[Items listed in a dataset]
────

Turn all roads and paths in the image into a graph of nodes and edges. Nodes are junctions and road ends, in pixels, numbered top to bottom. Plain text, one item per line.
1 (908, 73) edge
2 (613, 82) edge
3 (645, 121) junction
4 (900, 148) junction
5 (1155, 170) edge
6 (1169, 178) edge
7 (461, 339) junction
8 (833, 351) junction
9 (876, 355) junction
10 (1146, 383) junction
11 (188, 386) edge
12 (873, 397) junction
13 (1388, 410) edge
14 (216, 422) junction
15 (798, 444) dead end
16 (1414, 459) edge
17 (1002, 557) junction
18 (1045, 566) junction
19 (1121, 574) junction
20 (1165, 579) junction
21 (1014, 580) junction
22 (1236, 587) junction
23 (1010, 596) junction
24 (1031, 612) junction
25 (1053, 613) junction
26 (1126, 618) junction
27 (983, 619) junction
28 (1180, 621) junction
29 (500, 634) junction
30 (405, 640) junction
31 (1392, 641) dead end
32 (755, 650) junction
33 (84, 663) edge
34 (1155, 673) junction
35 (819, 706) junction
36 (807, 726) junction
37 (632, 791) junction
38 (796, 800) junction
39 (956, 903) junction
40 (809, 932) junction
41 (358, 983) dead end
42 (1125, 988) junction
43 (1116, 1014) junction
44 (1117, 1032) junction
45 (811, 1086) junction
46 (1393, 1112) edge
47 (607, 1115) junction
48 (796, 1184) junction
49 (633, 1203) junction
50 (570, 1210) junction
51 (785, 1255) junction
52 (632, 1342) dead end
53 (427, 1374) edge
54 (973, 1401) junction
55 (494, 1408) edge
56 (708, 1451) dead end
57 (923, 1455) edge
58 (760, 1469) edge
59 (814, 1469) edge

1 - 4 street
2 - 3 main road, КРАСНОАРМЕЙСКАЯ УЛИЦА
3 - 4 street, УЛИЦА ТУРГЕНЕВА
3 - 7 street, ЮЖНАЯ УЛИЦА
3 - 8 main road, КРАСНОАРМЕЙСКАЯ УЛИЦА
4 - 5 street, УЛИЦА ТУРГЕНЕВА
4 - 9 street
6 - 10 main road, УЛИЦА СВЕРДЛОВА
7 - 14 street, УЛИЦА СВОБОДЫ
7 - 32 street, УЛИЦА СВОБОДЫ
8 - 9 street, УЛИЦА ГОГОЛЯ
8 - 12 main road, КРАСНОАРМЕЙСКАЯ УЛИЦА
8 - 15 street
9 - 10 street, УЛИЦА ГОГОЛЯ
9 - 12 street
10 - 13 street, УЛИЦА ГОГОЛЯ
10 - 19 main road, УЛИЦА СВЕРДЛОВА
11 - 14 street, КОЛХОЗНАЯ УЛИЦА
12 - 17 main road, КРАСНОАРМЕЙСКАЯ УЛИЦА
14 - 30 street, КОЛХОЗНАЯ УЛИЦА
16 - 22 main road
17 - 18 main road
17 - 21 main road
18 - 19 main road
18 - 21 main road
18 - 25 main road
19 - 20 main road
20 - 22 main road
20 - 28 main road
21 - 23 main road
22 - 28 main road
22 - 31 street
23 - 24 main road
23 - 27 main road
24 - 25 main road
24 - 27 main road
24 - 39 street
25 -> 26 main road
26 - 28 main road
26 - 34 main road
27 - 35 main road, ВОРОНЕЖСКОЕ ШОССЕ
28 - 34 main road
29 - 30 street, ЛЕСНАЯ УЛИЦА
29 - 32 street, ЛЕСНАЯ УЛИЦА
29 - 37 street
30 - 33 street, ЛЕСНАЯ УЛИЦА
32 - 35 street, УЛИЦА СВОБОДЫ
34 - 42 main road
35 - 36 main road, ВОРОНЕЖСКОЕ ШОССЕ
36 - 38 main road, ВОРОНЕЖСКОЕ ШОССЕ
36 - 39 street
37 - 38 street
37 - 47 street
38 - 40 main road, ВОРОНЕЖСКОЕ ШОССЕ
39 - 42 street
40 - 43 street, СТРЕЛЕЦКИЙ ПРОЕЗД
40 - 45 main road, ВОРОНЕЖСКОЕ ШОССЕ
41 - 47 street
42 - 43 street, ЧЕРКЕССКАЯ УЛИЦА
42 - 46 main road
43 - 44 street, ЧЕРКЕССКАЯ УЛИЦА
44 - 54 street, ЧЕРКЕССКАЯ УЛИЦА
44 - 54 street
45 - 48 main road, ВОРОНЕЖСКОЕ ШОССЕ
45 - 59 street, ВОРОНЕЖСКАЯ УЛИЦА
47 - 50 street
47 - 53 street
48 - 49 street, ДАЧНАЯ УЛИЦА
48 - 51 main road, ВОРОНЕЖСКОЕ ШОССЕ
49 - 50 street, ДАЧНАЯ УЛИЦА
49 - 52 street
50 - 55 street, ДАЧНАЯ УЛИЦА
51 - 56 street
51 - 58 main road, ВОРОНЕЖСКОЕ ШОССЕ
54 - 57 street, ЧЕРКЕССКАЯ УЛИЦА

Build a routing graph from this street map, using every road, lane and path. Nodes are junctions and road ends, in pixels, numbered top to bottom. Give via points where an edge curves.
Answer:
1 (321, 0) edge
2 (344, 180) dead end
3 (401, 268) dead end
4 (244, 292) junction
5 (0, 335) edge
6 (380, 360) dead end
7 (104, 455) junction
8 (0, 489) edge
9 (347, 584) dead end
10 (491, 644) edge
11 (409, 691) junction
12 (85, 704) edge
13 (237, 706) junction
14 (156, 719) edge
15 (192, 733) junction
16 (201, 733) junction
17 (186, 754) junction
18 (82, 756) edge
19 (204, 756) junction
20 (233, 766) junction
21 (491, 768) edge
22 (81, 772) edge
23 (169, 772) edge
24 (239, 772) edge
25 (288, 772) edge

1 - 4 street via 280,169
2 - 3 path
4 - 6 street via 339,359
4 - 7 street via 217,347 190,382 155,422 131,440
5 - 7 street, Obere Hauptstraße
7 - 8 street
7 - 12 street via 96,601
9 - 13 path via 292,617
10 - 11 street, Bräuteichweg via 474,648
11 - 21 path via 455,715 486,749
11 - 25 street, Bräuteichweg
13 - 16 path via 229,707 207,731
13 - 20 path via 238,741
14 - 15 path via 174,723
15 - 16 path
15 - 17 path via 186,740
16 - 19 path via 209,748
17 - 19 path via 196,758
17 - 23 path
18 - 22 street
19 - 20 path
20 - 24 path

────

-- About this exercise --
A verbatim copy of all the records is to be produced.

-- Answer section --
Turn all roads and paths in the image into a graph of nodes and edges. Nodes are junctions and road ends, in pixels, numbered top to bottom. Plain text, one item per line.
1 (908, 73) edge
2 (613, 82) edge
3 (645, 121) junction
4 (900, 148) junction
5 (1155, 170) edge
6 (1169, 178) edge
7 (461, 339) junction
8 (833, 351) junction
9 (876, 355) junction
10 (1146, 383) junction
11 (188, 386) edge
12 (873, 397) junction
13 (1388, 410) edge
14 (216, 422) junction
15 (798, 444) dead end
16 (1414, 459) edge
17 (1002, 557) junction
18 (1045, 566) junction
19 (1121, 574) junction
20 (1165, 579) junction
21 (1014, 580) junction
22 (1236, 587) junction
23 (1010, 596) junction
24 (1031, 612) junction
25 (1053, 613) junction
26 (1126, 618) junction
27 (983, 619) junction
28 (1180, 621) junction
29 (500, 634) junction
30 (405, 640) junction
31 (1392, 641) dead end
32 (755, 650) junction
33 (84, 663) edge
34 (1155, 673) junction
35 (819, 706) junction
36 (807, 726) junction
37 (632, 791) junction
38 (796, 800) junction
39 (956, 903) junction
40 (809, 932) junction
41 (358, 983) dead end
42 (1125, 988) junction
43 (1116, 1014) junction
44 (1117, 1032) junction
45 (811, 1086) junction
46 (1393, 1112) edge
47 (607, 1115) junction
48 (796, 1184) junction
49 (633, 1203) junction
50 (570, 1210) junction
51 (785, 1255) junction
52 (632, 1342) dead end
53 (427, 1374) edge
54 (973, 1401) junction
55 (494, 1408) edge
56 (708, 1451) dead end
57 (923, 1455) edge
58 (760, 1469) edge
59 (814, 1469) edge

1 - 4 street
2 - 3 main road, КРАСНОАРМЕЙСКАЯ УЛИЦА
3 - 4 street, УЛИЦА ТУРГЕНЕВА
3 - 7 street, ЮЖНАЯ УЛИЦА
3 - 8 main road, КРАСНОАРМЕЙСКАЯ УЛИЦА
4 - 5 street, УЛИЦА ТУРГЕНЕВА
4 - 9 street
6 - 10 main road, УЛИЦА СВЕРДЛОВА
7 - 14 street, УЛИЦА СВОБОДЫ
7 - 32 street, УЛИЦА СВОБОДЫ
8 - 9 street, УЛИЦА ГОГОЛЯ
8 - 12 main road, КРАСНОАРМЕЙСКАЯ УЛИЦА
8 - 15 street
9 - 10 street, УЛИЦА ГОГОЛЯ
9 - 12 street
10 - 13 street, УЛИЦА ГОГОЛЯ
10 - 19 main road, УЛИЦА СВЕРДЛОВА
11 - 14 street, КОЛХОЗНАЯ УЛИЦА
12 - 17 main road, КРАСНОАРМЕЙСКАЯ УЛИЦА
14 - 30 street, КОЛХОЗНАЯ УЛИЦА
16 - 22 main road
17 - 18 main road
17 - 21 main road
18 - 19 main road
18 - 21 main road
18 - 25 main road
19 - 20 main road
20 - 22 main road
20 - 28 main road
21 - 23 main road
22 - 28 main road
22 - 31 street
23 - 24 main road
23 - 27 main road
24 - 25 main road
24 - 27 main road
24 - 39 street
25 -> 26 main road
26 - 28 main road
26 - 34 main road
27 - 35 main road, ВОРОНЕЖСКОЕ ШОССЕ
28 - 34 main road
29 - 30 street, ЛЕСНАЯ УЛИЦА
29 - 32 street, ЛЕСНАЯ УЛИЦА
29 - 37 street
30 - 33 street, ЛЕСНАЯ УЛИЦА
32 - 35 street, УЛИЦА СВОБОДЫ
34 - 42 main road
35 - 36 main road, ВОРОНЕЖСКОЕ ШОССЕ
36 - 38 main road, ВОРОНЕЖСКОЕ ШОССЕ
36 - 39 street
37 - 38 street
37 - 47 street
38 - 40 main road, ВОРОНЕЖСКОЕ ШОССЕ
39 - 42 street
40 - 43 street, СТРЕЛЕЦКИЙ ПРОЕЗД
40 - 45 main road, ВОРОНЕЖСКОЕ ШОССЕ
41 - 47 street
42 - 43 street, ЧЕРКЕССКАЯ УЛИЦА
42 - 46 main road
43 - 44 street, ЧЕРКЕССКАЯ УЛИЦА
44 - 54 street, ЧЕРКЕССКАЯ УЛИЦА
44 - 54 street
45 - 48 main road, ВОРОНЕЖСКОЕ ШОССЕ
45 - 59 street, ВОРОНЕЖСКАЯ УЛИЦА
47 - 50 street
47 - 53 street
48 - 49 street, ДАЧНАЯ УЛИЦА
48 - 51 main road, ВОРОНЕЖСКОЕ ШОССЕ
49 - 50 street, ДАЧНАЯ УЛИЦА
49 - 52 street
50 - 55 street, ДАЧНАЯ УЛИЦА
51 - 56 street
51 - 58 main road, ВОРОНЕЖСКОЕ ШОССЕ
54 - 57 street, ЧЕРКЕССКАЯ УЛИЦА

Build a routing graph from this street map, using every road, lane and path. Nodes are junctions and road ends, in pixels, numbered top to bottom. Give via points where an edge curves.
Answer:
1 (321, 0) edge
2 (344, 180) dead end
3 (401, 268) dead end
4 (244, 292) junction
5 (0, 335) edge
6 (380, 360) dead end
7 (104, 455) junction
8 (0, 489) edge
9 (347, 584) dead end
10 (491, 644) edge
11 (409, 691) junction
12 (85, 704) edge
13 (237, 706) junction
14 (156, 719) edge
15 (192, 733) junction
16 (201, 733) junction
17 (186, 754) junction
18 (82, 756) edge
19 (204, 756) junction
20 (233, 766) junction
21 (491, 768) edge
22 (81, 772) edge
23 (169, 772) edge
24 (239, 772) edge
25 (288, 772) edge

1 - 4 street via 280,169
2 - 3 path
4 - 6 street via 339,359
4 - 7 street via 217,347 190,382 155,422 131,440
5 - 7 street, Obere Hauptstraße
7 - 8 street
7 - 12 street via 96,601
9 - 13 path via 292,617
10 - 11 street, Bräuteichweg via 474,648
11 - 21 path via 455,715 486,749
11 - 25 street, Bräuteichweg
13 - 16 path via 229,707 207,731
13 - 20 path via 238,741
14 - 15 path via 174,723
15 - 16 path
15 - 17 path via 186,740
16 - 19 path via 209,748
17 - 19 path via 196,758
17 - 23 path
18 - 22 street
19 - 20 path
20 - 24 path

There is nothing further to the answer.